Last Thursday, the Federal Trade Commission (FTC) handed down a decision that a Republican commissioner is warning could have consequences for diversity, equity, and inclusion (DEI) initiatives in American businesses.
According to FTC Commissioner Melissa Holyoak, the decision reached in the case could have a “pernicious” effect in incentivizing the adoption of DEI for companies to protect against future cases of discrimination.
FTC Case
The FTC settled a case last week involving an Arizona car dealership that was accused of advertising misleading prices to attract customers, with the allegation being that actual prices for the vehicles were thousands of dollars more than what was listed.
“FTC and Arizona AG charged dealership and key employee with using bogus online pricing to entice consumers, tacking on thousands in junk fees, and charging Latino consumers extra,” said an FTC press release.
Composition of the Agency
The FTC is comprised of five commissioners, two being Republicans and three being Democrats.
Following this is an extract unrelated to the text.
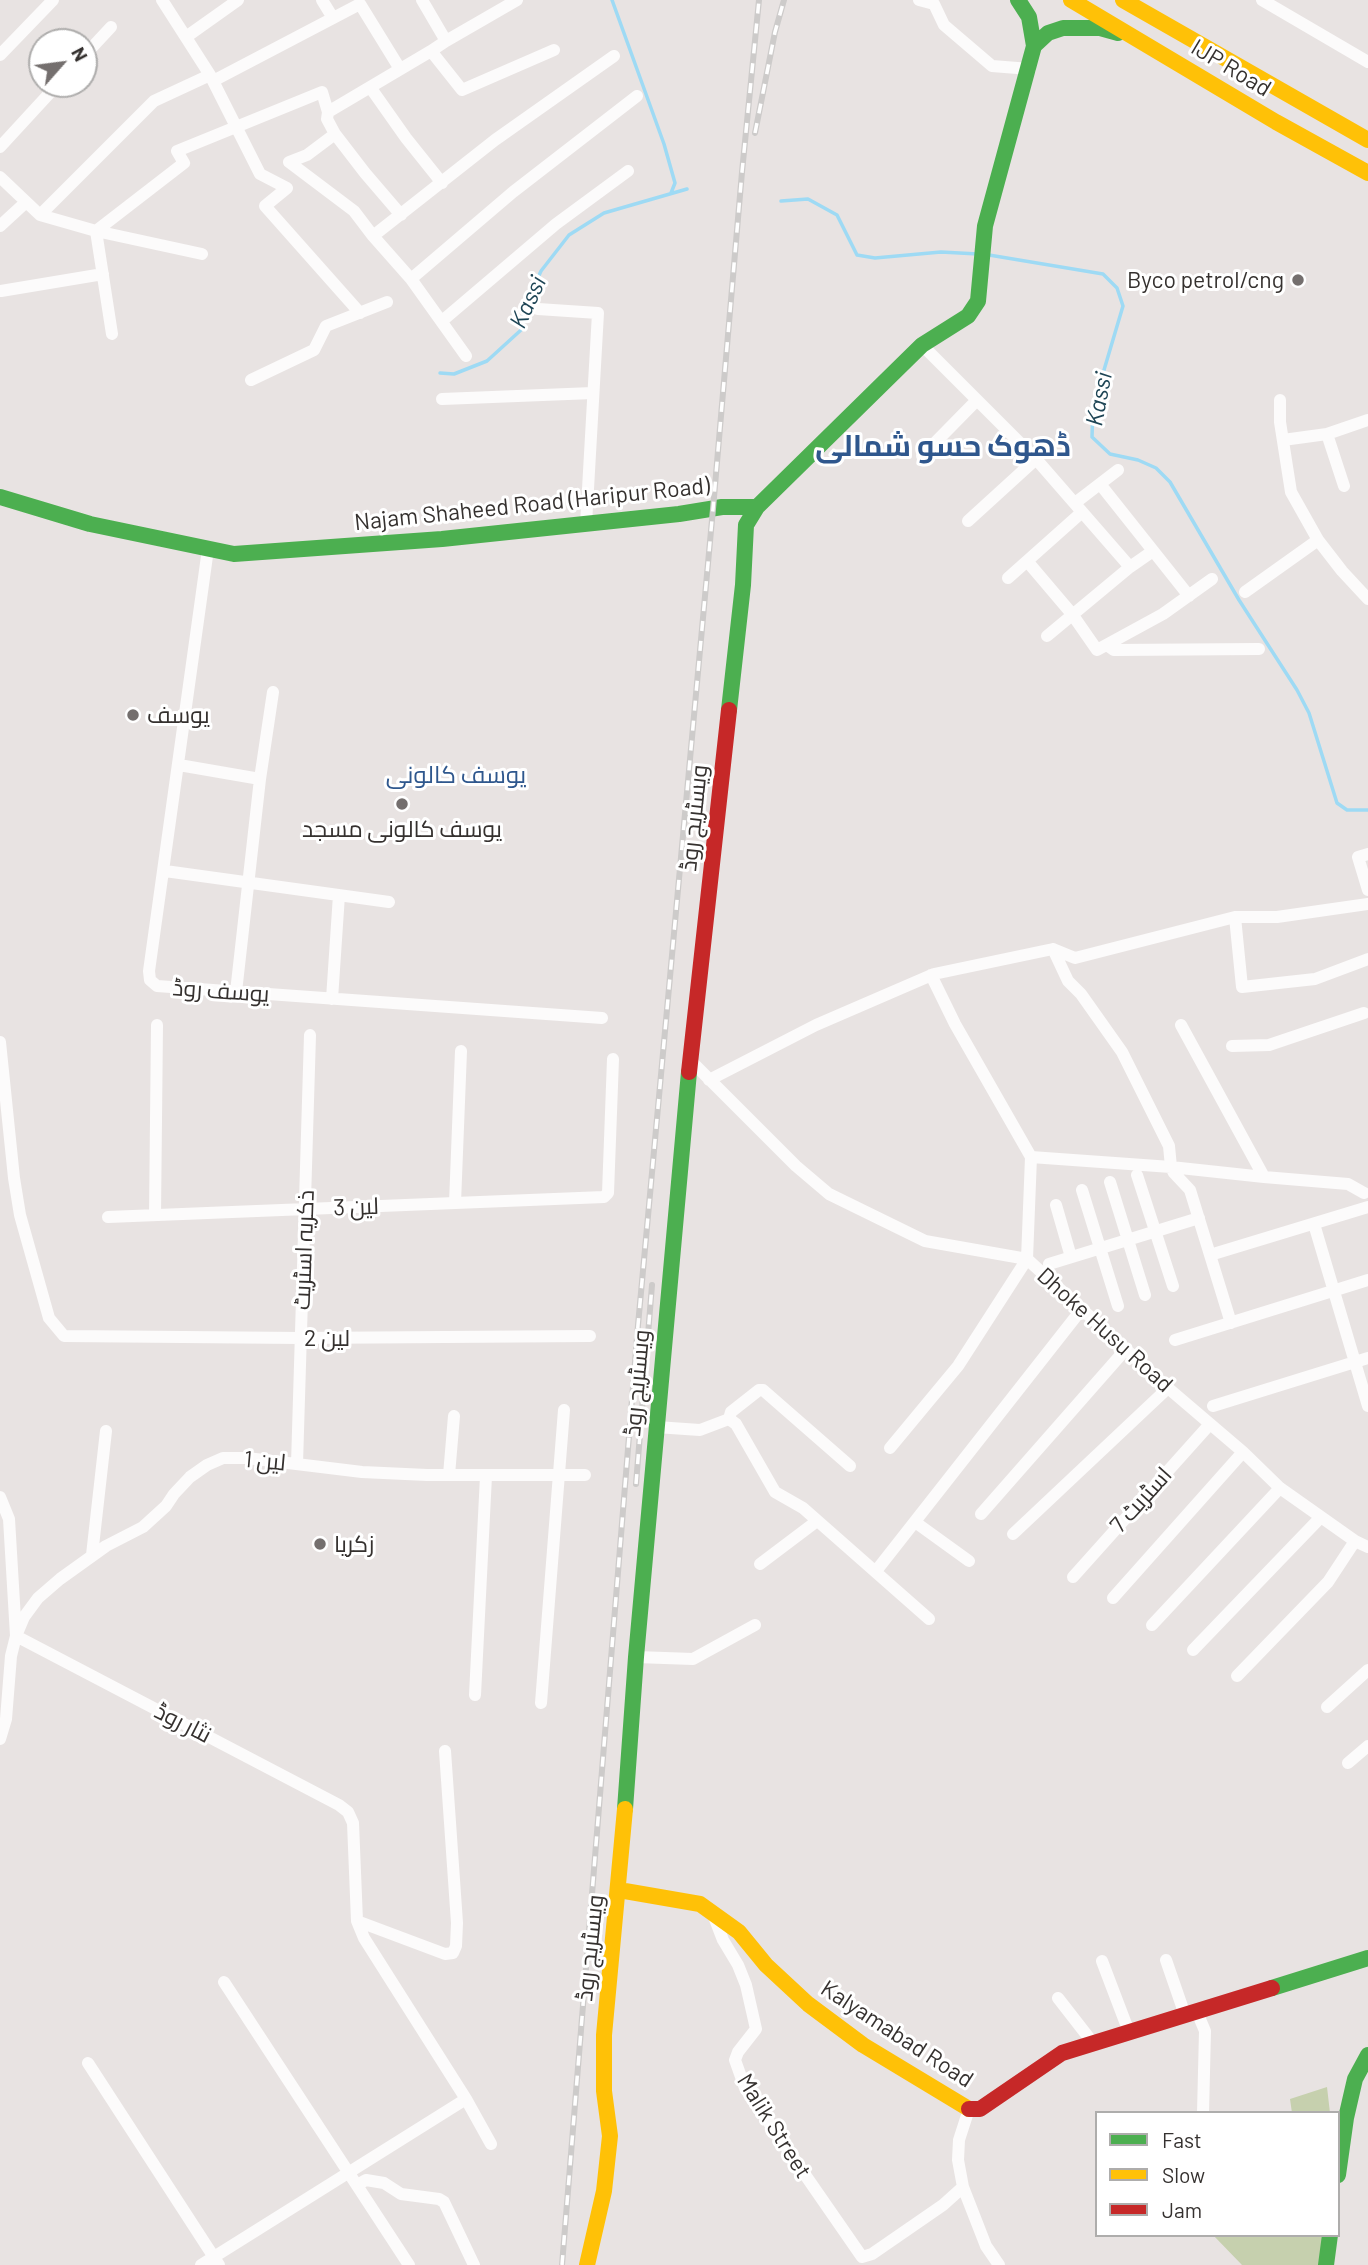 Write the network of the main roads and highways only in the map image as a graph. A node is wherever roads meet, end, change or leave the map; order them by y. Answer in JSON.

Lina Khan, the current chair of the FTC was appointed by President Joe Biden to serve.
As a federal agency, the FTC is empowered by the executive to enforce laws that protect customers from unfair business practices and guarantee fair competition in the free market.
Cracking Down on Price Cheating
The FTC decision comes as the agency intends to crack down on what some see as unfair and increased prices across the economy.
“[The dealership] used junk fees and other illegal tactics to drive up prices for consumers, especially Latino consumers,” said Samuel Levine, Director of the FTC’s Bureau of Consumer Protection. “The FTC will continue cracking down on practices that drive up prices, cheat consumers, and undercut honest sellers.”
Racial Comparison
Part of the FTC complaint analyzed how Latino customers allegedly faced increased discrimination compared to non-Latino white customers.
“On average, Latino consumers who shop at [the dealership] pay nearly $1,200 more in interest and add-on charges than their non-Latino White counterparts. These increased costs come in the form of higher interest rate markups on financing, as well as higher charges for various add-on products,” said the FTC press release.
Decision in the Case
The FTC and the Arizona Attorney General voted to reach a $2.6 million settlement with the accused party, which will reportedly be used to provide refunds to customers who were allegedly subject to unfair additional fees.
The dealership was alleged to have violated the Equal Credit Opportunity Act (ECOA), which prohibits creditors from discriminating against customers on the basis of things like race and religion.
Section 5 of the FTC Act
While Holyoak agreed with the majority’s decision in the case, she warned that the FTC also tackled a “superfluous” question on a violation of Section 5 of the FTC Act.
“[N]o matter how well-intended, broad standards of liability under disparate impact theories can backfire — particularly ones that seek to regulate the entire American economy — creating risks of unlawful race-based practices,” Holyoak said.
Broadening Authority
Holyoak felt that the reasoning in this decision broadened the FTC’s authority to protect customers and transformed it into a new racial-based standard of liability based on civil rights.
“Absent Congressional authorization, the Commission should not attempt to broaden the FTC’s unfairness consumer protection authority into a comprehensive civil rights authority — a new standard of liability that may have unintended and pernicious consequences,” said Holyoak.
Racial Lens
The Republican commissioner was uncomfortable using a racial lens to solve questions of consumer unfairness.
“The solution to our Nation’s racial problems cannot come from policies grounded in affirmative action or some other conception of equity. Racialism simply cannot be undone by different or more racialism,” said Holyoak.
Pernicious Consequences
Holyoak asserted that the door is now open for companies to try to shield themselves from liability by injecting practices like DEI and others with racial considerations into their business activities.
“These consequences may be especially pernicious when the Commission assigns individual liability due to statistical disparities. Individuals may, for example, have strong incentive to shield themselves from liability by ‘inject[ing] racial considerations,’ practices, or audits into everyday business activities to fend off future unfair discrimination claims,” Holyoak said.
Equity Economy
What this essentially means is that companies now have a greater incentive to adopt “equity” or DEI policies to try to avoid the FTC trying to crack down on them.
“Bringing an ‘unfair discrimination’ claim here based on statistical analysis and disparate impact is consistent with a broader vision to achieve economy-wide, equity-oriented regulation of conduct that historically was never proscribed by Section 5 of the FTC Act,” wrote Holyoak.
Effort to Expand FTC Power
Holyoak views the rationale behind the decision as a way for the FTC to use its power as an arm to fight racial discrimination across the country, something she believes is not something the agency should be engaged in.
“Understanding the broader motivation for the approach in this case — that is, as an effort to expand unfairness well beyond its traditional metes and bounds to ‘combat discrimination across the economy’ — makes clear the Majority’s purpose for including the otherwise superfluous unfair discrimination count,” Holyoak said.